Compiled through a convergence of interests, artists in Denial is a River reflect syndromes within a common cultural condition: syndromes that effect access to information and affect collective historical data. Appropriations from various sources, fragments from a shared political heritage, are surreptitiously modified, or juxtaposed, to create other narratives or discourses. Sometimes they confuse the issues, sometimes they expand, sometimes they isolate, sometimes they denounce. Denial is a River functions in the controversy between the systems of convention and codification, belief and communication.
Denial is a River incorporates a diverse set of media and disciplines, from Jean-Luc Godard's 1970 video Ici et Ailleurs to conceptual clothing design by Azra Akšamija. Matthew Lusk transforms SculptureCenter's courtyard into a Boy Scout encampment rendered dysfunctional. Acconci Studio contributes Virtual Intelligence Mask (1993) in which the wearer's view of the world is mediated through cameras placed on the crown of the mask. Melissa Dubbin and Aaron S. Davidson install CIA Reading Room for Kids (2006) decorated with elaborate wallpaper and toy-like butterflies that, upon a closer look, display former military encoding devices, and include a compilation of books for children recommended by the CIA. Wonjoo Park addresses convention and control by constructing two electric chairs, one from US letter sized paper and the other from A4 paper, the standard in Europe and Korea, the artist's home country. Rita Ackermann exhibits her archives and diaries for the very first time, informing the viewer about the making of her infamous veiled women whose cultural backgrounds are overlaid with meaning.

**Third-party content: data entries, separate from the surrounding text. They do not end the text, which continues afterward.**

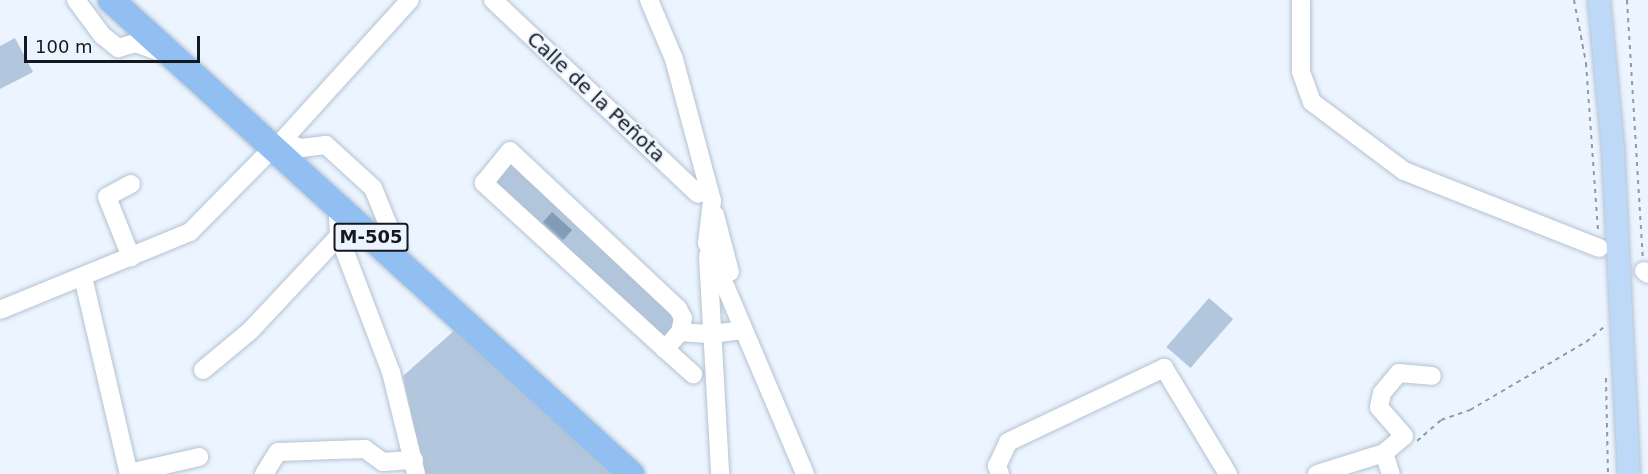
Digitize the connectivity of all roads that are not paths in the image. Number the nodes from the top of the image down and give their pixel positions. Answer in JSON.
{"nodes":[{"id":1,"x":76,"y":0,"type":"edge"},
{"id":2,"x":111,"y":0,"type":"edge"},
{"id":3,"x":127,"y":0,"type":"edge"},
{"id":4,"x":410,"y":0,"type":"edge"},
{"id":5,"x":493,"y":0,"type":"edge"},
{"id":6,"x":649,"y":0,"type":"edge"},
{"id":7,"x":1301,"y":0,"type":"edge"},
{"id":8,"x":1599,"y":0,"type":"edge"},
{"id":9,"x":194,"y":76,"type":"junction"},
{"id":10,"x":280,"y":146,"type":"junction"},
{"id":11,"x":131,"y":184,"type":"dead end"},
{"id":12,"x":705,"y":198,"type":"junction"},
{"id":13,"x":341,"y":224,"type":"junction"},
{"id":14,"x":708,"y":243,"type":"junction"},
{"id":15,"x":1599,"y":248,"type":"dead end"},
{"id":16,"x":131,"y":257,"type":"junction"},
{"id":17,"x":83,"y":277,"type":"junction"},
{"id":18,"x":0,"y":310,"type":"edge"},
{"id":19,"x":744,"y":330,"type":"junction"},
{"id":20,"x":680,"y":332,"type":"junction"},
{"id":21,"x":711,"y":334,"type":"junction"},
{"id":22,"x":665,"y":349,"type":"junction"},
{"id":23,"x":751,"y":349,"type":"junction"},
{"id":24,"x":713,"y":353,"type":"junction"},
{"id":25,"x":203,"y":370,"type":"dead end"},
{"id":26,"x":693,"y":374,"type":"dead end"},
{"id":27,"x":1432,"y":376,"type":"dead end"},
{"id":28,"x":1384,"y":453,"type":"junction"},
{"id":29,"x":199,"y":457,"type":"dead end"},
{"id":30,"x":415,"y":467,"type":"edge"},
{"id":31,"x":380,"y":468,"type":"edge"},
{"id":32,"x":129,"y":473,"type":"edge"},
{"id":33,"x":264,"y":474,"type":"edge"},
{"id":34,"x":632,"y":474,"type":"edge"},
{"id":35,"x":646,"y":474,"type":"edge"},
{"id":36,"x":720,"y":474,"type":"edge"},
{"id":37,"x":805,"y":474,"type":"edge"},
{"id":38,"x":1000,"y":474,"type":"edge"},
{"id":39,"x":1227,"y":474,"type":"edge"},
{"id":40,"x":1317,"y":474,"type":"edge"},
{"id":41,"x":1391,"y":474,"type":"edge"},
{"id":42,"x":1629,"y":474,"type":"edge"}],
"edges":[{"from":1,"to":9,"type":"street"},
{"from":2,"to":9,"type":"highway","number":"M-505"},
{"from":3,"to":10,"type":"highway","number":"M-505"},
{"from":4,"to":10,"type":"street"},
{"from":5,"to":12,"type":"street","name":"Calle de la Peñota"},
{"from":6,"to":12,"type":"street"},
{"from":7,"to":15,"type":"street"},
{"from":8,"to":42,"type":"main road"},
{"from":9,"to":10,"type":"highway","number":"M-505"},
{"from":10,"to":13,"type":"highway","number":"M-505"},
{"from":10,"to":16,"type":"street"},
{"from":10,"to":35,"type":"highway","number":"M-505"},
{"from":11,"to":16,"type":"street"},
{"from":12,"to":14,"type":"street"},
{"from":12,"to":19,"type":"street"},
{"from":13,"to":25,"type":"street"},
{"from":13,"to":30,"type":"street"},
{"from":13,"to":34,"type":"highway","number":"M-505"},
{"from":14,"to":19,"type":"street"},
{"from":14,"to":21,"type":"street"},
{"from":16,"to":17,"type":"street"},
{"from":17,"to":18,"type":"street"},
{"from":17,"to":32,"type":"street"},
{"from":19,"to":21,"type":"street"},
{"from":19,"to":23,"type":"street"},
{"from":20,"to":21,"type":"street"},
{"from":20,"to":22,"type":"street"},
{"from":20,"to":22,"type":"street"},
{"from":21,"to":24,"type":"street"},
{"from":22,"to":26,"type":"street"},
{"from":23,"to":24,"type":"street"},
{"from":23,"to":37,"type":"street"},
{"from":24,"to":36,"type":"street"},
{"from":27,"to":28,"type":"street"},
{"from":28,"to":40,"type":"street"},
{"from":28,"to":41,"type":"street"},
{"from":29,"to":32,"type":"street"},
{"from":30,"to":31,"type":"street"},
{"from":31,"to":33,"type":"street"},
{"from":38,"to":39,"type":"street"}]}
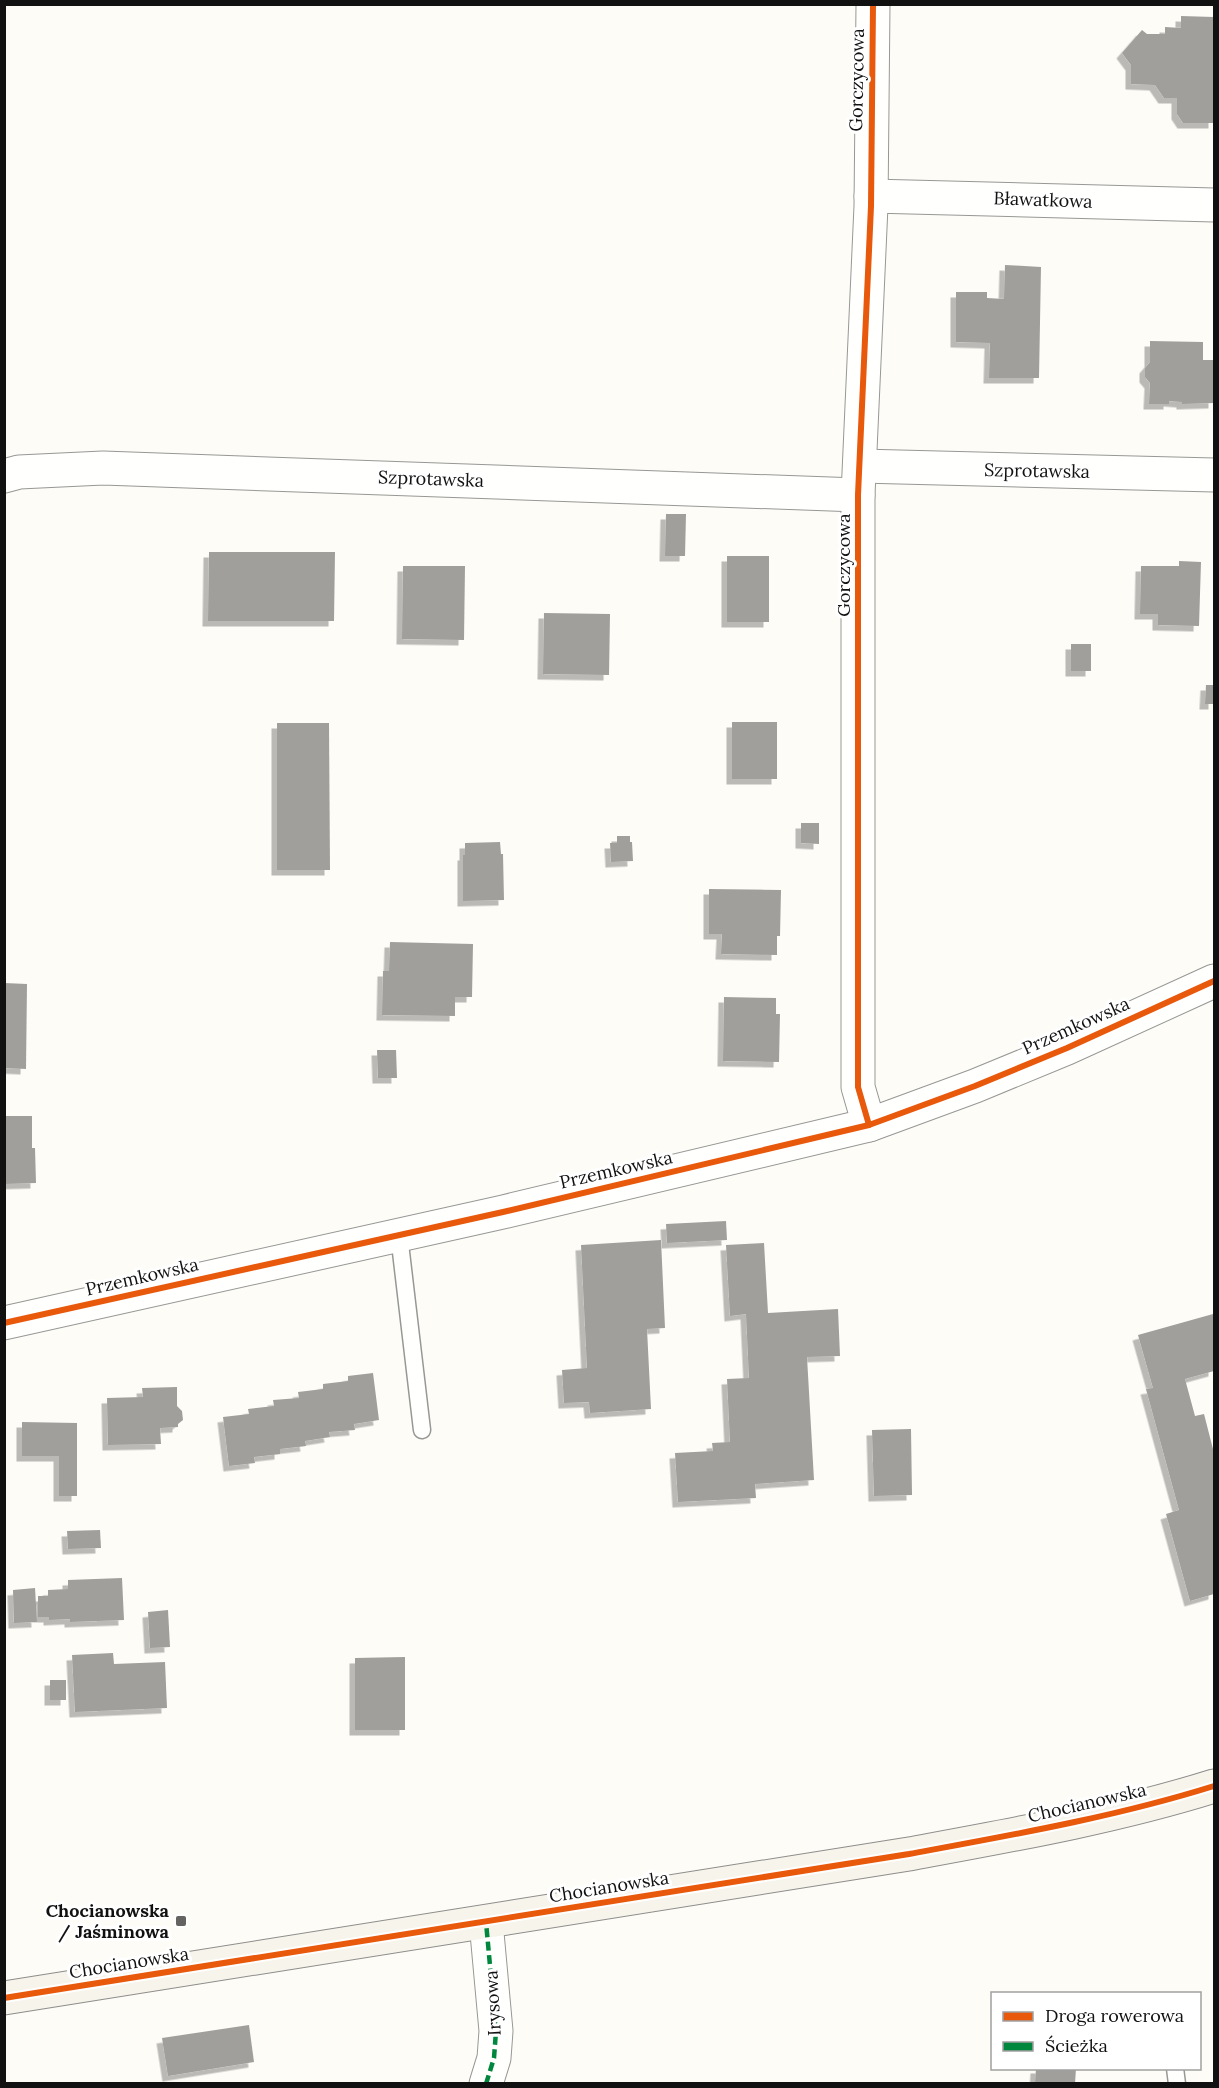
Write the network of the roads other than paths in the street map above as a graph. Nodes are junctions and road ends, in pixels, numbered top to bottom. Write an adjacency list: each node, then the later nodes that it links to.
1 (873, 4): 2 (street, Gorczycowa)
2 (871, 196): 3 (street, Bławatkowa); 6 (street, Gorczycowa)
3 (1215, 205)
4 (1215, 475): 6 (street, Szprotawska)
5 (4, 476): 6 (street, Szprotawska)
6 (859, 480): 8 (street, Gorczycowa)
7 (1215, 981): 8 (street, Przemkowska)
8 (869, 1125): 9 (street, Przemkowska)
9 (399, 1235): 10 (street, Przemkowska); 11 (lane)
10 (4, 1323)
11 (422, 1430)
12 (1215, 1786): 13 (street, Chocianowska)
13 (486, 1922): 14 (street, Chocianowska); 15 (street, Irysowa)
14 (4, 1998)
15 (486, 2084)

In Practice is an ongoing series designed to support the creation of innovative work by emerging artists. The projects are selected individually and reflect the diversity of approaches to contemporary sculpture. Artists participating in the In Practice program are Douglas Boatwright, Melissa Dubbin & Aaron S. Davidson, Valerie Hegarty, Matthew Lusk, Edgar Orlaineta, Wonjoo Park, R.H. Quaytman, and Karen Yasinsky.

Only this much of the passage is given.